It was a provocative presentation for the Lexington, KY, native who commutes to his firm’s home base in Washington, and the unmistakable take-away was that the tools that he has pioneered will irrevocably change our world.

Whether it will change Memphis is another question altogether. But we’re hoping that his presentation was the spark.

Our World Is Flat

God knows, there were an awful lot of really smart people and really technologically savvy people among the 520 people who heard him speak at University of Memphis. Based on the enthusiasm after his speech, we hope that someone will take up the mantel and make something happen.

That’s the most wonderful thing about Memphis. Long before Tom Friedman discovered that it is a flat world, we already had a flat city.

Here, there’s no Brahmins who have to sign off before you can launch a new movement. In fact, any one can stake out a position and announce something
new and people will generally rally to support them.

Memphis’ Special Gift

It’s what Geoff Calkins, the talented Commercial Appeal sports columnist, called “Memphis’ gift” in eloquent comments to Leadership Memphis a few months ago. “People here care and look out for each other.
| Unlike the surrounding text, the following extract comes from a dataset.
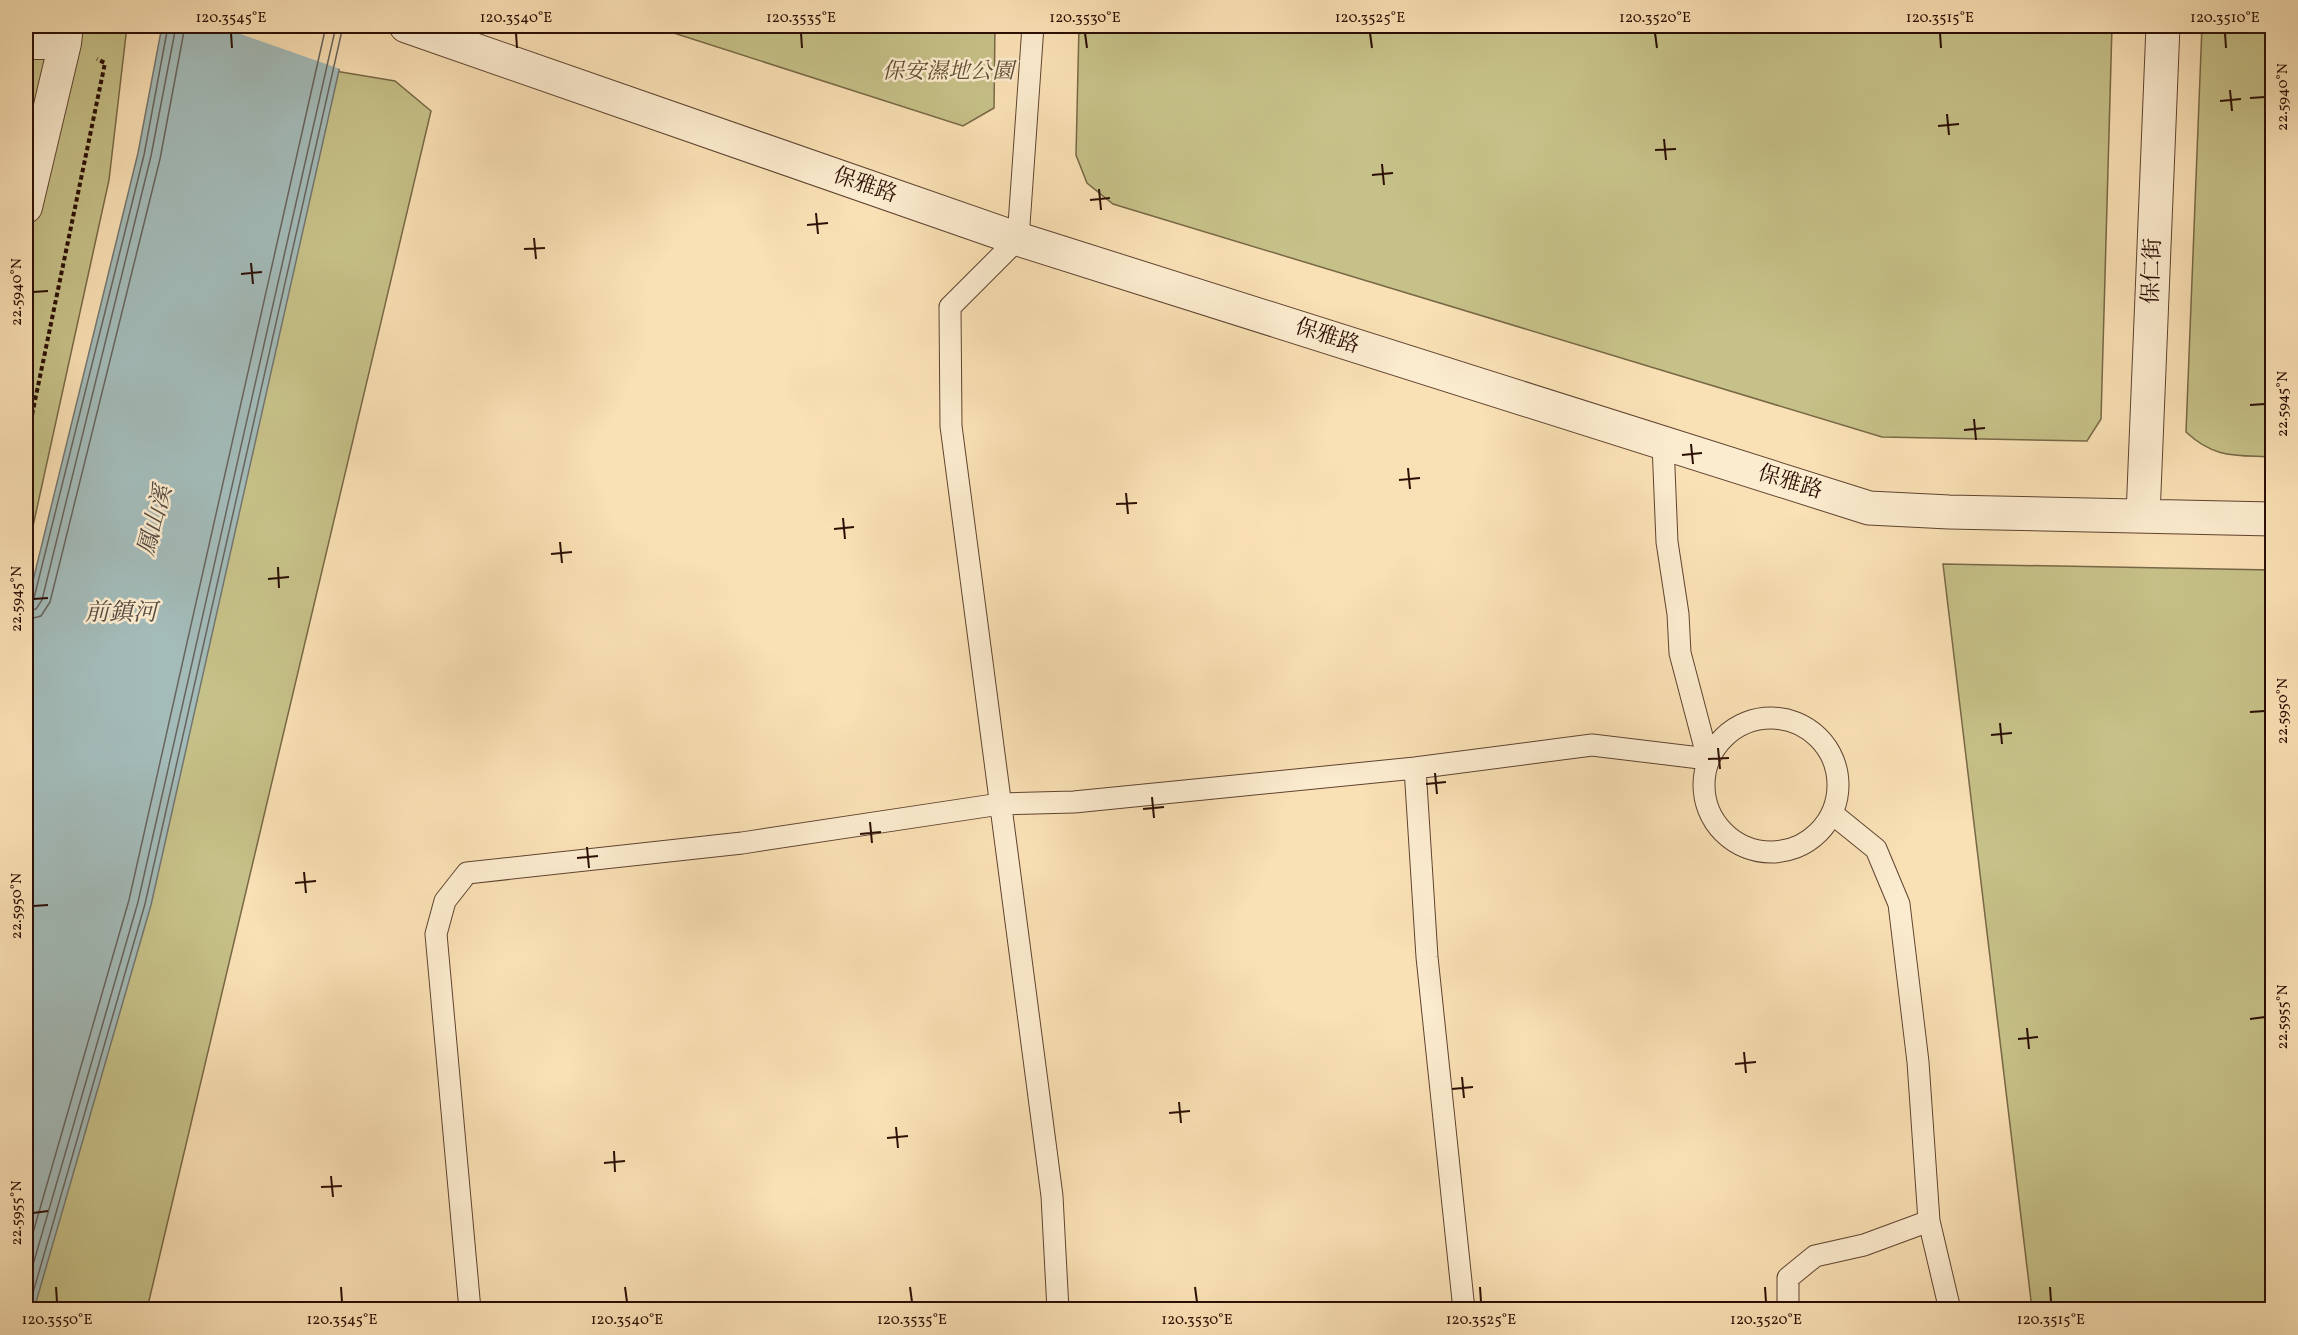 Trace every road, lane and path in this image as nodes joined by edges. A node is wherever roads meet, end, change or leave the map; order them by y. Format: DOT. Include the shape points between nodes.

Sometimes in the midst of the drumbeat of fear and negativism here, I have to stop and remind myself what I love about Memphis: the opportunity is there for all of us to shape Memphis.

“Every one of us can make a difference. It’s not that we have an obligation. It’s a gift. It’s an opportunity that doesn’t exist in other places. You can easily get involved in what gives your life purpose and meaning.”

Well-said. We know cities that do just the opposite. Before you can really proceed with a certain project or program, you need the blessings of the handful of people who have life and death control over the funding and influence that you need for success.

Letting It Happen

In other words, if Memphis is a flat city, imagine the impact that could come from technology that encourages and connects us as a group of self-organizing citizens. But, it requires more than the hardware. More to the point, it requires a new approach to community. It requires people, organizations and companies to relinquish control, because at its heart, the “community” being created has to be authentic and personal at its core.

As evidence for this, he pointed out how tens of thousands of Obama supporters actually used the tools on his website to band together and oppose his position against investigating the Bush Administration for possible violations of the law.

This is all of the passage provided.